PROBLEM STATEMENT —
All entries below must be given again word for word.

Stored data
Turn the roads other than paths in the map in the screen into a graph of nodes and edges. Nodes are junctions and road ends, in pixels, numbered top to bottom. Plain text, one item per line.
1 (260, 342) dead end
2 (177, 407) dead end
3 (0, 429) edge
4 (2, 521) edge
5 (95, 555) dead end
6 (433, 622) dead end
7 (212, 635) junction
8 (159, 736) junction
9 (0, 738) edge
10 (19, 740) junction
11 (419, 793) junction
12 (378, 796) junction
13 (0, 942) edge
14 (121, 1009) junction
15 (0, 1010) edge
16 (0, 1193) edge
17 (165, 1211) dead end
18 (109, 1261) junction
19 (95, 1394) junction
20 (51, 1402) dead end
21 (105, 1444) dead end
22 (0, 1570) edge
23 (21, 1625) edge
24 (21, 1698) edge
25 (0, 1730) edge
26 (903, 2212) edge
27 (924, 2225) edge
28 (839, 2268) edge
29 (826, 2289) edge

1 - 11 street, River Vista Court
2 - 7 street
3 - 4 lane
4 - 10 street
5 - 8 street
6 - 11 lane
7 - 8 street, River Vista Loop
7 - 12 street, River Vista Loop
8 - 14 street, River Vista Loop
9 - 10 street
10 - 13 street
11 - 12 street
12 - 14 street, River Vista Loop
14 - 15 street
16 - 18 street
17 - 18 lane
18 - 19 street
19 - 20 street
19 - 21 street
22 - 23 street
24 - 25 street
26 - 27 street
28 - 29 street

EXERCISE ANSWER —
Turn the roads other than paths in the map in the screen into a graph of nodes and edges. Nodes are junctions and road ends, in pixels, numbered top to bottom. Plain text, one item per line.
1 (260, 342) dead end
2 (177, 407) dead end
3 (0, 429) edge
4 (2, 521) edge
5 (95, 555) dead end
6 (433, 622) dead end
7 (212, 635) junction
8 (159, 736) junction
9 (0, 738) edge
10 (19, 740) junction
11 (419, 793) junction
12 (378, 796) junction
13 (0, 942) edge
14 (121, 1009) junction
15 (0, 1010) edge
16 (0, 1193) edge
17 (165, 1211) dead end
18 (109, 1261) junction
19 (95, 1394) junction
20 (51, 1402) dead end
21 (105, 1444) dead end
22 (0, 1570) edge
23 (21, 1625) edge
24 (21, 1698) edge
25 (0, 1730) edge
26 (903, 2212) edge
27 (924, 2225) edge
28 (839, 2268) edge
29 (826, 2289) edge

1 - 11 street, River Vista Court
2 - 7 street
3 - 4 lane
4 - 10 street
5 - 8 street
6 - 11 lane
7 - 8 street, River Vista Loop
7 - 12 street, River Vista Loop
8 - 14 street, River Vista Loop
9 - 10 street
10 - 13 street
11 - 12 street
12 - 14 street, River Vista Loop
14 - 15 street
16 - 18 street
17 - 18 lane
18 - 19 street
19 - 20 street
19 - 21 street
22 - 23 street
24 - 25 street
26 - 27 street
28 - 29 street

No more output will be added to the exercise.